Azas Tigor Nainggolan, head of the nongovernmental Jakarta Transportation Council (DTKJ) and a Metro Mini owner himself, says owners have long called on the city to better regulate the buses, drivers and errant owners.
He says many Metro Minis operate without a route license, while some drivers, particularly younger ones, do not have a driver’s license.
“The only reason this is allowed to happen is because they can bribe the police and transportation officials,” he says. “So the city needs to work on this.”
Udar, however, says regular checks are being carried out but that it is difficult to enforce regulations when bus ownership is so fragmented.
Law & Disorder
This problem prompted the passage of the 2009 Law on Traffic and Road Vehicles, which stipulates that all operators of road-going public transportation vehicles must be registered as a legal entity, or company.
Owners who continue to operate their vehicles privately will have their licenses rescinded, according to the law. It also mandates the establishment of depots for all buses and a fixed salary for drivers and their assistants.

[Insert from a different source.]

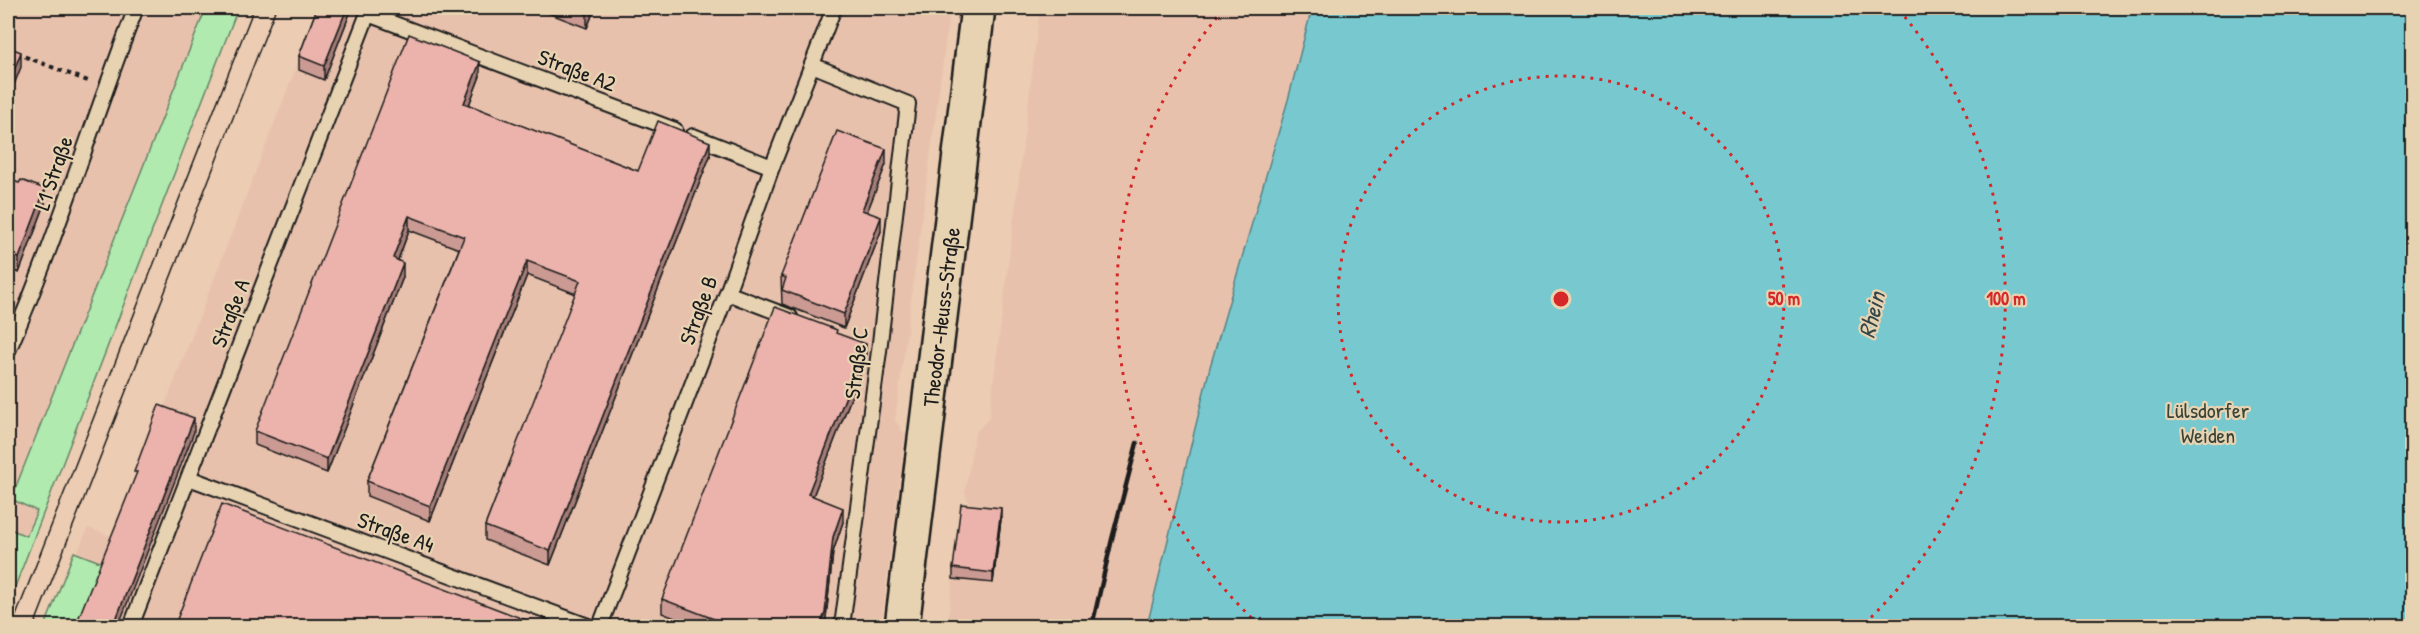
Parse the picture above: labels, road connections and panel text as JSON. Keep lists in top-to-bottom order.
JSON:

“Under this policy, we hope these vehicles can be better organized,” Udar says. “It will also put less pressure on the drivers so that they won’t have to race to pay the setoran.”
In the three years since the law was passed, however, the city administration has been unable to enforce the stipulations. Enforcement, Udar says, remains contingent on the Transportation Ministry issuing a supporting regulation to implement the law, which it has yet to do.
His office, he says, has pressed the ministry to promptly issue the regulation, even seeking support from the Presidential Unit for Development, Supervision and Oversight (UKP4), which is in charge of monitoring the implementation of the Greater Jakarta transportation master plan for 2030.
In the meantime, the city administration has not been standing idly by, he says. While it waits for the ministry to issue the regulation, the transportation office carries out regular checks for licenses on board Metro Minis, Kopajas, buses and angkots.
Bambang Ervan, a spokesman for the Transportation Ministry, tells the Globe that his office is still working on the regulation. “We’re still discussing it, including evaluating the best way to frame it so that it won’t give create any undue controversy,” he said.
It is no small task, he adds. Currently, the ministry is looking at the possibility of applying a system similar to the one in use in Yogyakarta. Under that system, drivers of road-going public vehicles are paid a fixed salary according to how long they have been driving.
The question now, Bambang says, is whether that system can plausibly work in Jakarta as well.
“I can’t say when we expect to finish [the regulation],” he adds. “But we’re already working on it and have actually started to train people who are involved in this issue.”